The data should be written out in full, exactly as it stands, and the pictures dropped.

=== The data ===

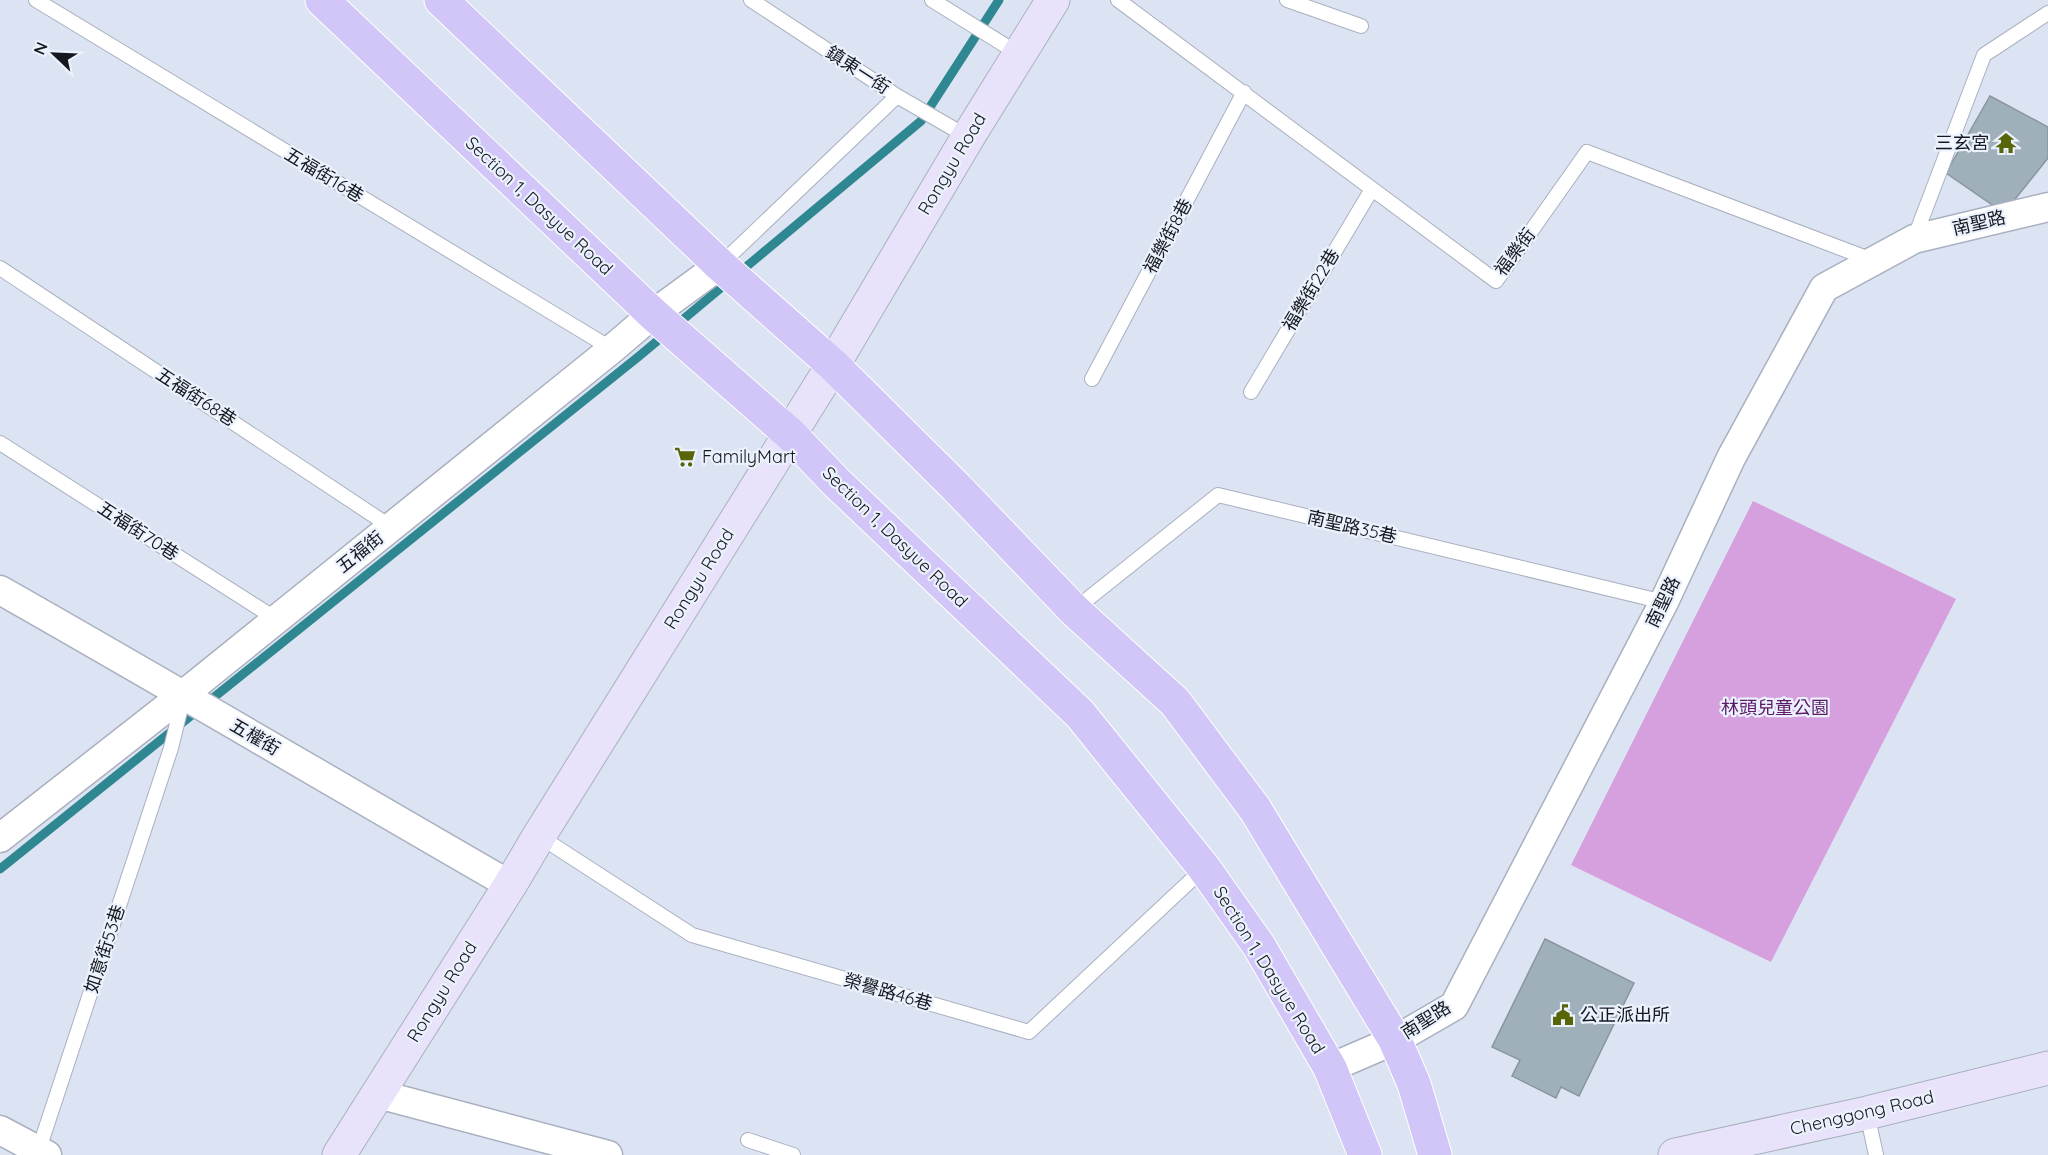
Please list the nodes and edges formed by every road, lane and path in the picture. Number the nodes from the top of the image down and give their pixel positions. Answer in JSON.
{"nodes":[{"id":1,"x":36,"y":0,"type":"edge"},
{"id":2,"x":322,"y":0,"type":"edge"},
{"id":3,"x":441,"y":0,"type":"edge"},
{"id":4,"x":750,"y":0,"type":"edge"},
{"id":5,"x":932,"y":0,"type":"edge"},
{"id":6,"x":1053,"y":0,"type":"edge"},
{"id":7,"x":1118,"y":0,"type":"edge"},
{"id":8,"x":1287,"y":0,"type":"edge"},
{"id":9,"x":2048,"y":13,"type":"edge"},
{"id":10,"x":1361,"y":26,"type":"dead end"},
{"id":11,"x":1019,"y":54,"type":"junction"},
{"id":12,"x":1244,"y":92,"type":"junction"},
{"id":13,"x":897,"y":96,"type":"junction"},
{"id":14,"x":968,"y":137,"type":"junction"},
{"id":15,"x":1372,"y":189,"type":"junction"},
{"id":16,"x":2048,"y":207,"type":"edge"},
{"id":17,"x":1914,"y":239,"type":"junction"},
{"id":18,"x":1874,"y":261,"type":"junction"},
{"id":19,"x":720,"y":265,"type":"junction"},
{"id":20,"x":0,"y":268,"type":"edge"},
{"id":21,"x":653,"y":314,"type":"junction"},
{"id":22,"x":612,"y":349,"type":"junction"},
{"id":23,"x":833,"y":365,"type":"junction"},
{"id":24,"x":1092,"y":379,"type":"dead end"},
{"id":25,"x":1251,"y":392,"type":"dead end"},
{"id":26,"x":790,"y":434,"type":"junction"},
{"id":27,"x":0,"y":442,"type":"edge"},
{"id":28,"x":391,"y":526,"type":"junction"},
{"id":29,"x":0,"y":590,"type":"edge"},
{"id":30,"x":1664,"y":602,"type":"junction"},
{"id":31,"x":1074,"y":610,"type":"junction"},
{"id":32,"x":276,"y":619,"type":"junction"},
{"id":33,"x":184,"y":694,"type":"junction"},
{"id":34,"x":538,"y":836,"type":"junction"},
{"id":35,"x":0,"y":838,"type":"edge"},
{"id":36,"x":1204,"y":868,"type":"junction"},
{"id":37,"x":510,"y":885,"type":"junction"},
{"id":38,"x":1395,"y":1040,"type":"junction"},
{"id":39,"x":1330,"y":1068,"type":"junction"},
{"id":40,"x":2048,"y":1068,"type":"edge"},
{"id":41,"x":378,"y":1094,"type":"junction"},
{"id":42,"x":1867,"y":1113,"type":"junction"},
{"id":43,"x":0,"y":1130,"type":"edge"},
{"id":44,"x":748,"y":1140,"type":"dead end"},
{"id":45,"x":41,"y":1153,"type":"edge"},
{"id":46,"x":339,"y":1155,"type":"edge"},
{"id":47,"x":608,"y":1155,"type":"edge"},
{"id":48,"x":793,"y":1155,"type":"edge"},
{"id":49,"x":1365,"y":1155,"type":"edge"},
{"id":50,"x":1435,"y":1155,"type":"edge"},
{"id":51,"x":1675,"y":1155,"type":"edge"},
{"id":52,"x":1876,"y":1155,"type":"edge"}],
"edges":[{"from":1,"to":22,"type":"lane","name":"五福街16巷"},
{"from":2,"to":21,"type":"main road","name":"Section 1, Dasyue Road"},
{"from":3,"to":19,"type":"main road"},
{"from":4,"to":13,"type":"lane","name":"鎮東一街"},
{"from":5,"to":11,"type":"lane"},
{"from":6,"to":11,"type":"street","name":"Rongyu Road"},
{"from":7,"to":12,"type":"lane","name":"福樂街"},
{"from":8,"to":10,"type":"lane"},
{"from":9,"to":17,"type":"lane"},
{"from":11,"to":14,"type":"street","name":"Rongyu Road"},
{"from":12,"to":15,"type":"lane","name":"福樂街"},
{"from":12,"to":24,"type":"lane","name":"福樂街8巷"},
{"from":13,"to":14,"type":"lane","name":"鎮東一街"},
{"from":13,"to":19,"type":"lane"},
{"from":14,"to":23,"type":"street","name":"Rongyu Road"},
{"from":15,"to":18,"type":"lane","name":"福樂街"},
{"from":15,"to":25,"type":"lane","name":"福樂街22巷"},
{"from":16,"to":17,"type":"street","name":"南聖路"},
{"from":17,"to":18,"type":"street","name":"南聖路"},
{"from":18,"to":30,"type":"street","name":"南聖路"},
{"from":19,"to":21,"type":"street","name":"五福街"},
{"from":19,"to":23,"type":"main road"},
{"from":20,"to":28,"type":"lane","name":"五福街68巷"},
{"from":21,"to":22,"type":"street","name":"五福街"},
{"from":21,"to":26,"type":"main road","name":"Section 1, Dasyue Road"},
{"from":22,"to":28,"type":"street","name":"五福街"},
{"from":23,"to":26,"type":"street","name":"Rongyu Road"},
{"from":23,"to":31,"type":"main road"},
{"from":26,"to":34,"type":"street","name":"Rongyu Road"},
{"from":26,"to":36,"type":"main road","name":"Section 1, Dasyue Road"},
{"from":27,"to":32,"type":"lane","name":"五福街70巷"},
{"from":28,"to":32,"type":"street","name":"五福街"},
{"from":29,"to":33,"type":"street","name":"五權街"},
{"from":30,"to":31,"type":"lane","name":"南聖路35巷"},
{"from":30,"to":38,"type":"street","name":"南聖路"},
{"from":31,"to":38,"type":"main road"},
{"from":32,"to":33,"type":"street","name":"五福街"},
{"from":33,"to":35,"type":"street","name":"五福街"},
{"from":33,"to":37,"type":"street","name":"五權街"},
{"from":33,"to":45,"type":"lane","name":"如意街53巷"},
{"from":34,"to":36,"type":"lane","name":"榮譽路46巷"},
{"from":34,"to":37,"type":"street","name":"Rongyu Road"},
{"from":36,"to":39,"type":"main road","name":"Section 1, Dasyue Road"},
{"from":37,"to":41,"type":"street","name":"Rongyu Road"},
{"from":38,"to":39,"type":"street","name":"南聖路"},
{"from":38,"to":50,"type":"main road"},
{"from":39,"to":49,"type":"main road","name":"Section 1, Dasyue Road"},
{"from":40,"to":42,"type":"street","name":"Chenggong Road"},
{"from":41,"to":46,"type":"street","name":"Rongyu Road"},
{"from":41,"to":47,"type":"street"},
{"from":42,"to":51,"type":"street","name":"Chenggong Road"},
{"from":42,"to":52,"type":"lane"},
{"from":43,"to":45,"type":"street"},
{"from":44,"to":48,"type":"lane"}]}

===

▶ Exercise response:
Please list the nodes and edges formed by every road, lane and path in the picture. Number the nodes from the top of the image down and give their pixel positions. Answer in JSON.
{"nodes":[{"id":1,"x":36,"y":0,"type":"edge"},
{"id":2,"x":322,"y":0,"type":"edge"},
{"id":3,"x":441,"y":0,"type":"edge"},
{"id":4,"x":750,"y":0,"type":"edge"},
{"id":5,"x":932,"y":0,"type":"edge"},
{"id":6,"x":1053,"y":0,"type":"edge"},
{"id":7,"x":1118,"y":0,"type":"edge"},
{"id":8,"x":1287,"y":0,"type":"edge"},
{"id":9,"x":2048,"y":13,"type":"edge"},
{"id":10,"x":1361,"y":26,"type":"dead end"},
{"id":11,"x":1019,"y":54,"type":"junction"},
{"id":12,"x":1244,"y":92,"type":"junction"},
{"id":13,"x":897,"y":96,"type":"junction"},
{"id":14,"x":968,"y":137,"type":"junction"},
{"id":15,"x":1372,"y":189,"type":"junction"},
{"id":16,"x":2048,"y":207,"type":"edge"},
{"id":17,"x":1914,"y":239,"type":"junction"},
{"id":18,"x":1874,"y":261,"type":"junction"},
{"id":19,"x":720,"y":265,"type":"junction"},
{"id":20,"x":0,"y":268,"type":"edge"},
{"id":21,"x":653,"y":314,"type":"junction"},
{"id":22,"x":612,"y":349,"type":"junction"},
{"id":23,"x":833,"y":365,"type":"junction"},
{"id":24,"x":1092,"y":379,"type":"dead end"},
{"id":25,"x":1251,"y":392,"type":"dead end"},
{"id":26,"x":790,"y":434,"type":"junction"},
{"id":27,"x":0,"y":442,"type":"edge"},
{"id":28,"x":391,"y":526,"type":"junction"},
{"id":29,"x":0,"y":590,"type":"edge"},
{"id":30,"x":1664,"y":602,"type":"junction"},
{"id":31,"x":1074,"y":610,"type":"junction"},
{"id":32,"x":276,"y":619,"type":"junction"},
{"id":33,"x":184,"y":694,"type":"junction"},
{"id":34,"x":538,"y":836,"type":"junction"},
{"id":35,"x":0,"y":838,"type":"edge"},
{"id":36,"x":1204,"y":868,"type":"junction"},
{"id":37,"x":510,"y":885,"type":"junction"},
{"id":38,"x":1395,"y":1040,"type":"junction"},
{"id":39,"x":1330,"y":1068,"type":"junction"},
{"id":40,"x":2048,"y":1068,"type":"edge"},
{"id":41,"x":378,"y":1094,"type":"junction"},
{"id":42,"x":1867,"y":1113,"type":"junction"},
{"id":43,"x":0,"y":1130,"type":"edge"},
{"id":44,"x":748,"y":1140,"type":"dead end"},
{"id":45,"x":41,"y":1153,"type":"edge"},
{"id":46,"x":339,"y":1155,"type":"edge"},
{"id":47,"x":608,"y":1155,"type":"edge"},
{"id":48,"x":793,"y":1155,"type":"edge"},
{"id":49,"x":1365,"y":1155,"type":"edge"},
{"id":50,"x":1435,"y":1155,"type":"edge"},
{"id":51,"x":1675,"y":1155,"type":"edge"},
{"id":52,"x":1876,"y":1155,"type":"edge"}],
"edges":[{"from":1,"to":22,"type":"lane","name":"五福街16巷"},
{"from":2,"to":21,"type":"main road","name":"Section 1, Dasyue Road"},
{"from":3,"to":19,"type":"main road"},
{"from":4,"to":13,"type":"lane","name":"鎮東一街"},
{"from":5,"to":11,"type":"lane"},
{"from":6,"to":11,"type":"street","name":"Rongyu Road"},
{"from":7,"to":12,"type":"lane","name":"福樂街"},
{"from":8,"to":10,"type":"lane"},
{"from":9,"to":17,"type":"lane"},
{"from":11,"to":14,"type":"street","name":"Rongyu Road"},
{"from":12,"to":15,"type":"lane","name":"福樂街"},
{"from":12,"to":24,"type":"lane","name":"福樂街8巷"},
{"from":13,"to":14,"type":"lane","name":"鎮東一街"},
{"from":13,"to":19,"type":"lane"},
{"from":14,"to":23,"type":"street","name":"Rongyu Road"},
{"from":15,"to":18,"type":"lane","name":"福樂街"},
{"from":15,"to":25,"type":"lane","name":"福樂街22巷"},
{"from":16,"to":17,"type":"street","name":"南聖路"},
{"from":17,"to":18,"type":"street","name":"南聖路"},
{"from":18,"to":30,"type":"street","name":"南聖路"},
{"from":19,"to":21,"type":"street","name":"五福街"},
{"from":19,"to":23,"type":"main road"},
{"from":20,"to":28,"type":"lane","name":"五福街68巷"},
{"from":21,"to":22,"type":"street","name":"五福街"},
{"from":21,"to":26,"type":"main road","name":"Section 1, Dasyue Road"},
{"from":22,"to":28,"type":"street","name":"五福街"},
{"from":23,"to":26,"type":"street","name":"Rongyu Road"},
{"from":23,"to":31,"type":"main road"},
{"from":26,"to":34,"type":"street","name":"Rongyu Road"},
{"from":26,"to":36,"type":"main road","name":"Section 1, Dasyue Road"},
{"from":27,"to":32,"type":"lane","name":"五福街70巷"},
{"from":28,"to":32,"type":"street","name":"五福街"},
{"from":29,"to":33,"type":"street","name":"五權街"},
{"from":30,"to":31,"type":"lane","name":"南聖路35巷"},
{"from":30,"to":38,"type":"street","name":"南聖路"},
{"from":31,"to":38,"type":"main road"},
{"from":32,"to":33,"type":"street","name":"五福街"},
{"from":33,"to":35,"type":"street","name":"五福街"},
{"from":33,"to":37,"type":"street","name":"五權街"},
{"from":33,"to":45,"type":"lane","name":"如意街53巷"},
{"from":34,"to":36,"type":"lane","name":"榮譽路46巷"},
{"from":34,"to":37,"type":"street","name":"Rongyu Road"},
{"from":36,"to":39,"type":"main road","name":"Section 1, Dasyue Road"},
{"from":37,"to":41,"type":"street","name":"Rongyu Road"},
{"from":38,"to":39,"type":"street","name":"南聖路"},
{"from":38,"to":50,"type":"main road"},
{"from":39,"to":49,"type":"main road","name":"Section 1, Dasyue Road"},
{"from":40,"to":42,"type":"street","name":"Chenggong Road"},
{"from":41,"to":46,"type":"street","name":"Rongyu Road"},
{"from":41,"to":47,"type":"street"},
{"from":42,"to":51,"type":"street","name":"Chenggong Road"},
{"from":42,"to":52,"type":"lane"},
{"from":43,"to":45,"type":"street"},
{"from":44,"to":48,"type":"lane"}]}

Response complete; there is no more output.